Americana Singer Caitlin Canty on Move to Nashville, New Song ‘Scattershot’

It’s been three years since Americana performer Caitlin Canty released her second album Reckless Skyline, which arrived a short two months before she relocated from New York City to Nashville. Since then, the Vermont native has spent the majority of her time touring the country and dealing with the drudgery that accompanies a long-distance move.

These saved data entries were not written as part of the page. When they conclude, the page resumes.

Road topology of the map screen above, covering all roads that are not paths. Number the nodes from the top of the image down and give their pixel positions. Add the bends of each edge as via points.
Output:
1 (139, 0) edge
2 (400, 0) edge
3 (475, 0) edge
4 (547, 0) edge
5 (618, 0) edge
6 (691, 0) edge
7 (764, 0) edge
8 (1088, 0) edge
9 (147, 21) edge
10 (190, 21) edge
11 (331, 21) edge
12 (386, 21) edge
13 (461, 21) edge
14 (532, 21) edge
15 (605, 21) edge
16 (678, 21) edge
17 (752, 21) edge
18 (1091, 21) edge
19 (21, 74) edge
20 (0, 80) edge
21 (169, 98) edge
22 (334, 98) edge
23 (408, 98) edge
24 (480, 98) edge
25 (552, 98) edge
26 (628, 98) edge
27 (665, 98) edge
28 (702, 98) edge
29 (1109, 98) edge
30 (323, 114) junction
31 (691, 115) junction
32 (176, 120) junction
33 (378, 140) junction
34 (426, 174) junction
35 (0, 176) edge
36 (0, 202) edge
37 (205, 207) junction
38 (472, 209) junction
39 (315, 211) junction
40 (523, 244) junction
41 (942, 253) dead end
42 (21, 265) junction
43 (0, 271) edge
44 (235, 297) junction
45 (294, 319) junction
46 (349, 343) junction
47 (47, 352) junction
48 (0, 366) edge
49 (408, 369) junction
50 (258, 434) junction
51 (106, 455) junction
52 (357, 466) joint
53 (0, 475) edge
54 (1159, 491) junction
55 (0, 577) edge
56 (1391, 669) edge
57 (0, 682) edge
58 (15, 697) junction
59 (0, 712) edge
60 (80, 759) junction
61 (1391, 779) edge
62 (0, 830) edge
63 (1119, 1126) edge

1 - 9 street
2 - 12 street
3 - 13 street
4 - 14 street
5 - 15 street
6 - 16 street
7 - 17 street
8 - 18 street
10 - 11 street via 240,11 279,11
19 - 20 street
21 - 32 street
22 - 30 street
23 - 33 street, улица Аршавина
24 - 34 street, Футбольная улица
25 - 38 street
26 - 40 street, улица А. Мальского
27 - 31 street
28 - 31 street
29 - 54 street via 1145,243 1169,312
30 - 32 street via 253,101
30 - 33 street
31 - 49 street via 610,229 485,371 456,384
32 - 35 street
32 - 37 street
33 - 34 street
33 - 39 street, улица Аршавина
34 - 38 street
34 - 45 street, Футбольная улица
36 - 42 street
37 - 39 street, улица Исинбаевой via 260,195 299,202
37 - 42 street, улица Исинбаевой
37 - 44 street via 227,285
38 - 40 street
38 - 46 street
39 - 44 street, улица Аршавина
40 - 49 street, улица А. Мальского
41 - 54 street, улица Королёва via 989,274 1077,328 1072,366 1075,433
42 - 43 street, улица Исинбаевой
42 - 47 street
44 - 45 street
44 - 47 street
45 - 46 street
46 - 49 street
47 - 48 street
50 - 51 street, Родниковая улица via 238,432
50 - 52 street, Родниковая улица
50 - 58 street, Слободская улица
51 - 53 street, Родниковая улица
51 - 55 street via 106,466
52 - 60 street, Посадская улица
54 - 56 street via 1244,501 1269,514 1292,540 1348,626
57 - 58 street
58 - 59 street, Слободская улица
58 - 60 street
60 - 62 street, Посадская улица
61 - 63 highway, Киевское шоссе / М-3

Canty penned the majority of songs on her forthcoming album Motel Bouquet in motels and green rooms, but she was able to co-write “Scattershot” with Kristin Andreassen (Uncle Earl) in rare a moment of downtime on Andreassen’s porch after the traveling was over. Recorded live with an all-star cast of musicians including Aoife O’Donovan (Jerry Douglas, Jim Lauderdale) and Gabe Witcher (Punch Brothers), the ominous ballad evokes powerful weather, starting out as a slow lilt and building to a stormy ensemble of acoustic instruments, with Canty’s soft voice gliding smoothly overhead. Hear it below.
Motel Bouquet, produced by the Punch Brothers’ Noam Pikelny, will be released March 30th on Tone Tree Music.
Motel Bouquet is the first LP you’ve recorded since you moved to Nashville. How did living in Music City inform the album?
When I first moved to Nashville, it felt like finally landing in a place you just ache for, you know? I had already been here a couple times songwriting, and I had fallen in love with the place. This is definitely a Nashville record. We went in the studio for one day planning to record one song, but Noam had put a band together, and we ended up recording four songs and booking two more days. It was that kind of local, casual thing.
What’s the story behind the storm in “Scattershot”?
The natural world is the heart of so many of my songs and my life, and that’s usually a positive thing. In Vermont, where I was born and raised, you can smell the rain coming. But with this new environment in Nashville, I’ve gotten caught unaware a couple times. I was thinking about the metaphorical storm versus the real storm. Water doesn’t follow the path you lay out for it, it has its own, and your choice is to stay or to go. The character in this story, spoiler alert, stays too long and can’t get out.
With its nature imagery and transitional themes, do you consider this Motel Bouquet a concept album?
The concept for me is to write good songs, get good musicians in a room, record it live, and as long as you have these fantastic musicians who can turn on a dime, that’s where the energy comes. With this record, for the first time, I felt like, “I love this so much, I could care less what anyone else feels about it.'”
“Scattershot” is probably the darkest song on the album. What made you want to release it as a single?
I have a minimalist tendency, and this song is the opposite of that. It grows, it’s a full-band song and it feels like all hands on deck. I felt like there’s this twin heart on the album between the “Motel,” which is sunny, sort of the lighter side of the coin, and “Scattershot” is the storm that causes the suffering that makes you decide what to do. That makes it an important cornerstone of this record.